How fast can a road-registerable performance car lap Mount Panorama? That’s the question three new manufacturer timed sessions scheduled for the Bathurst 12-hour are setting out to answer.
The manufacturer sessions are a new initiative where automotive brands can put high-performance production cars on the legendary track in the hands of professional drivers and see what laps they can achieve. While we’re a long way from The Mountain replacing Nurburgring as the benchmark for performance car pace, the potential is there…
Among the expected starters for the February 3-5 event is German ace Bernd Schneider. The AMG ambassador is tipped to be driving a new Mercedes-AMG GT R which (fingers crossed) will be airfreighted to Australia for the lap record tilt.
Along with Mercedes-AMG, at least Ferrari Australasia has signalled it will take part in the sessions, although with what road car or other vehicles is unknown at this stage.
The 12-hour has become a centrepiece of promotion for sports and luxury car brands in Australia, with Aston Martin, Audi, Bentley, BMW, Lamborghini, McLaren, Nissan Nismo and Porsche all represented in the field as well as AMG and Ferrari.
The idea for the sessions came from within the ranks of the manufacturers looking for a way to more closely link their road car programs with their GT3 race cars.
Manufacturers participating in the race will be given preference to start the sessions.
The lure of claiming the fastest road registerable production car lap around Bathurst and beating a bunch of direct marketplace rivals into the bargain will be impossible for some brands to resist.
And just where the road cars emerge on time in comparison to the race cars will be fascinating to see. The GT 3 racers often have muzzled power outputs but superior tyre, braking and aerodynamic grip. Shane van Gisbergen holds the current lap record at the track set last year in a McLaren 650S GT3 at a spectacular 2:01.5670.

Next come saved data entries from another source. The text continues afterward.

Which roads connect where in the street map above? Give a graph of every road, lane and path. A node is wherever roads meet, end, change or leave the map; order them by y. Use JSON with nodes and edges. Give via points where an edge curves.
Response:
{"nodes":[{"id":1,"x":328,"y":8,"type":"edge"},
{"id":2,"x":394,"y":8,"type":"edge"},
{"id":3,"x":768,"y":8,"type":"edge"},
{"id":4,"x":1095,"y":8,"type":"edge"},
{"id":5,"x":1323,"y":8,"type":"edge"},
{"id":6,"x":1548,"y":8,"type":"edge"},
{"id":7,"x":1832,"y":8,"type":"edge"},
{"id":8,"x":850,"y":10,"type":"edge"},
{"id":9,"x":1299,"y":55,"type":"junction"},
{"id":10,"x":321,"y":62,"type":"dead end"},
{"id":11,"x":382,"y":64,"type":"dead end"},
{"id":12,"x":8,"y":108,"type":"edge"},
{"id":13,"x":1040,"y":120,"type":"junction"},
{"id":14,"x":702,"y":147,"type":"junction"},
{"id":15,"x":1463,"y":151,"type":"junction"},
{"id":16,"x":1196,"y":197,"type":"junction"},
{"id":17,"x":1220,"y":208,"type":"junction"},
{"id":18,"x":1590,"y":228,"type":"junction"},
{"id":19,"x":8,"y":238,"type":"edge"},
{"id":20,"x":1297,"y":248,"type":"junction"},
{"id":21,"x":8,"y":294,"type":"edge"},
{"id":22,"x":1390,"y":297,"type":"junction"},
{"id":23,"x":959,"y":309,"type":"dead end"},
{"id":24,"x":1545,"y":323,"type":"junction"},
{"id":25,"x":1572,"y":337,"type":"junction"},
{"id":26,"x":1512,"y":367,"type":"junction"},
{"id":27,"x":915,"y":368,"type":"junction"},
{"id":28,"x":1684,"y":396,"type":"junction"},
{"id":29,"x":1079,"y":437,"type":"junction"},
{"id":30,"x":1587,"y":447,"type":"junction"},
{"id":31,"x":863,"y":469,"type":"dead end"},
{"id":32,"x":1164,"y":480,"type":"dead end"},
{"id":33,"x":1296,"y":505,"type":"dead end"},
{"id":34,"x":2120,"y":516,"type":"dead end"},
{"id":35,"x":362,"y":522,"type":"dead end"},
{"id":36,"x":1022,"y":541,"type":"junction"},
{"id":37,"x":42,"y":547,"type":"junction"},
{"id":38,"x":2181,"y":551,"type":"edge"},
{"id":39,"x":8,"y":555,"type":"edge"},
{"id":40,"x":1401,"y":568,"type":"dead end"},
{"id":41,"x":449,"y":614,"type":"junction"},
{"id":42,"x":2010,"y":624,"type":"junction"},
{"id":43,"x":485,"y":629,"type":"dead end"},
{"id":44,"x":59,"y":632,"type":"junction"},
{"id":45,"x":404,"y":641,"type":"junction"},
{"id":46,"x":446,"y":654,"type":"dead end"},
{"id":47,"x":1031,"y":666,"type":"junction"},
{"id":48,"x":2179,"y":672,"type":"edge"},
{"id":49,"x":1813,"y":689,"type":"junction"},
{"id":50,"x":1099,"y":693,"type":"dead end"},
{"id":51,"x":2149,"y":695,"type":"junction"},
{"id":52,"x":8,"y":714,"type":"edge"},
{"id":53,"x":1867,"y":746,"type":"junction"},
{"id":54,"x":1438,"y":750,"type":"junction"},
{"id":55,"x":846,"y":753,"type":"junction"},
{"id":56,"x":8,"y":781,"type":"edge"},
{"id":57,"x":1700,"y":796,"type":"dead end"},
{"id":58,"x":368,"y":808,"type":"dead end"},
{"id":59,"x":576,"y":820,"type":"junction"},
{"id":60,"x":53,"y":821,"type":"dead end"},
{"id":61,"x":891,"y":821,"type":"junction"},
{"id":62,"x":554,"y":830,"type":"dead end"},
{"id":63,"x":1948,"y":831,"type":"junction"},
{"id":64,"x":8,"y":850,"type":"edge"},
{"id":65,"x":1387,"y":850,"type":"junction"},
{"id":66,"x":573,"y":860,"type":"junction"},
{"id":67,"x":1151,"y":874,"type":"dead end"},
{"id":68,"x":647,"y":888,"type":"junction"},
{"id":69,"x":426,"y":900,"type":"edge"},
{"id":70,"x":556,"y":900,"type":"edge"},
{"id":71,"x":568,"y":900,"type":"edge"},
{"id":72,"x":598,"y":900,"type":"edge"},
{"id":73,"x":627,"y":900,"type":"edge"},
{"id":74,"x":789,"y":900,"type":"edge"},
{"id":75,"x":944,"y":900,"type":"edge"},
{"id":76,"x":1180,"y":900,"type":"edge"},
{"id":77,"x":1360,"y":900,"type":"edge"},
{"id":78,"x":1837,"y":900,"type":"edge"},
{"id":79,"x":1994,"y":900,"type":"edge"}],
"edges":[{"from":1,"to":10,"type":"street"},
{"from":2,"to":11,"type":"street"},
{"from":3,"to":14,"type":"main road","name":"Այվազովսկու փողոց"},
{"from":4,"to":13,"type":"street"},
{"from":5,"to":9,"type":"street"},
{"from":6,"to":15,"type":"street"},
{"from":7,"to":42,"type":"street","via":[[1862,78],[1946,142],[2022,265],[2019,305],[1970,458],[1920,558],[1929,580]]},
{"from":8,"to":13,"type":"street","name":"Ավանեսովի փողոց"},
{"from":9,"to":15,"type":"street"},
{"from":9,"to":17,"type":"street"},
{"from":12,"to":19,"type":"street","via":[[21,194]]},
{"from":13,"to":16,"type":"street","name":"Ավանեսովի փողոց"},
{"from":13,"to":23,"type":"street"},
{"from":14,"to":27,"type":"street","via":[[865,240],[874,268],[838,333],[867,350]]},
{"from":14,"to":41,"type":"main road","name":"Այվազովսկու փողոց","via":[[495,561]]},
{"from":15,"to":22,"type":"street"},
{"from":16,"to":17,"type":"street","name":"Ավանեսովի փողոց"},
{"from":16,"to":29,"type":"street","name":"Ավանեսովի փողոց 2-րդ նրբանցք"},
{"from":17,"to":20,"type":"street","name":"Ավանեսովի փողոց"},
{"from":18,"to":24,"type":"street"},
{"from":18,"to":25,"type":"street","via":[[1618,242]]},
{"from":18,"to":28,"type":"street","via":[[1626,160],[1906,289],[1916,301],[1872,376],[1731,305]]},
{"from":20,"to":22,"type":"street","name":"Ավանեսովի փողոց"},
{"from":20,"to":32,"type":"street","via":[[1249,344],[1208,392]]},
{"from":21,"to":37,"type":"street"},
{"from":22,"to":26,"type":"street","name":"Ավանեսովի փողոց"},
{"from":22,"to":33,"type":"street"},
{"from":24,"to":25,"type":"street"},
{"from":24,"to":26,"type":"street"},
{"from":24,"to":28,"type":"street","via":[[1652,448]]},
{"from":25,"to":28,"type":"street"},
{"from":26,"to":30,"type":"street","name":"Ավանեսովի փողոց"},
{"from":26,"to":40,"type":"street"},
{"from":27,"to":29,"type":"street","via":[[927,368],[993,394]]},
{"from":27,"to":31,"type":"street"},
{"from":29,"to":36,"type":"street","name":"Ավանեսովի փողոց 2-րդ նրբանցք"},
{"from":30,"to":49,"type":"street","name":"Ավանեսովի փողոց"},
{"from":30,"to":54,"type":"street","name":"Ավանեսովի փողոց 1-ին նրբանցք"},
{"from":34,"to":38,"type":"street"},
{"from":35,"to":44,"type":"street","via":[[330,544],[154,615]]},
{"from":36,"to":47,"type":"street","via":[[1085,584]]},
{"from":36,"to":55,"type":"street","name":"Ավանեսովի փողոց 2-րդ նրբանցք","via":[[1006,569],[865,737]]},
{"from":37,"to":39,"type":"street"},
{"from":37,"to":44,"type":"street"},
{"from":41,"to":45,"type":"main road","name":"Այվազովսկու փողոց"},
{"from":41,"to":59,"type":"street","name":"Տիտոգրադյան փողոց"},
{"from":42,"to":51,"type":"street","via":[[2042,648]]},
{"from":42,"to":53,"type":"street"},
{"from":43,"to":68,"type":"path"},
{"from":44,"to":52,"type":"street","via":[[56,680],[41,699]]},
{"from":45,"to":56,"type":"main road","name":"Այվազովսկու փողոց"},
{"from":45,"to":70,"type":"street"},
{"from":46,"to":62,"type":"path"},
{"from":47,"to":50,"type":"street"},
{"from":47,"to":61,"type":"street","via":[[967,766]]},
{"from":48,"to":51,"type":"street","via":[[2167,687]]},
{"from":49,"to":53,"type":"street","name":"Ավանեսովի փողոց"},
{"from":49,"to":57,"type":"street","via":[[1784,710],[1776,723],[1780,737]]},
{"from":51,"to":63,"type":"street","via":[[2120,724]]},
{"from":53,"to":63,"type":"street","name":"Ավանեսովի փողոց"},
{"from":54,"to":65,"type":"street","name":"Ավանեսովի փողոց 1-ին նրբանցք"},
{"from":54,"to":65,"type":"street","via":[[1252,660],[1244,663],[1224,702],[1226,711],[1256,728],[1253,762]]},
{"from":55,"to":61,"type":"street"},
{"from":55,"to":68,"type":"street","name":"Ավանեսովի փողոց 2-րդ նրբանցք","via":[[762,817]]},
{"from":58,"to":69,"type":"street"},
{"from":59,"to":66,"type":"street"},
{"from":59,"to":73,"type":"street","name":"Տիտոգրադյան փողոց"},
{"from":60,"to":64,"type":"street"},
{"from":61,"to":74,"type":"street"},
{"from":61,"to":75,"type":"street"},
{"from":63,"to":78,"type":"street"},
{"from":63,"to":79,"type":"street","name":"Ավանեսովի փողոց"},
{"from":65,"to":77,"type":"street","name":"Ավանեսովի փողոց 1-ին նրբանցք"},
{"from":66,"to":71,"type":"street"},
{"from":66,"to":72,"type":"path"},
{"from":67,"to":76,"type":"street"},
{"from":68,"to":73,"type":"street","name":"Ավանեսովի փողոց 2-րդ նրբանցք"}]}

motoring.com.au’s expert racer Luke Youlden estimated a road car would be about 20sec slower than the racing version around the 6.213km circuit.
“Straight-line performance of the production cars will be similar and perhaps faster with no detuned engines for parity, but braking and cornering is the big difference with slicks and more importantly aero.
“Cornering speed equals lap time. F1 cars would do 400km/h without aero but lap times come from cornering,” Youlden stated.
GT R to be showcased at 12-hour
AMG is already hoping to use the race meeting to showcase the 430kW GT R and Schneider, the 2013 race winner, is expected to be one of AMG’s star attendees at Mount Panorama.
The former DTM champ and F1 driver showed off the capability of the road going GT S around Mount Panorama during the Aussie car’s launch last year. In that video he set a time of 2:24.03. With substantially more power, more grip from a wider rear track and active aerodynamics, the GT R should be quicker…
“We are definitely taking part,” confirmed Mercedes-Benz Australia/Pacific product communications boss Jerry Stamoulis.
“The Bathurst 12-hour is a very important event for AMG; we have the safety cars, we have just over 200 customers attending the event. So we want to be involved as much as possible with regards to the 12-hour.
“As for the driver, we will announce that soon and it is most likely to be an overseas driver. You will have to wait to see which AMG is used,” Stamoulis hedged…
The three streetcar sessions comprise two 15-minute hit-outs on Friday and another 10 minutes to be scheduled on either Friday or Saturday.
The timed sessions will be under race control conditions for road registerable cars driven by FIA gold or platinum ranked drivers.
“This will take a couple of years to get some traction and there seems to be a mixture of response to it,” said 12-hour event director John Casey.
“Some will sit back and some will jump in.
“If we can grow it over time as being something interesting for the fans, then happy days,” Casey stated.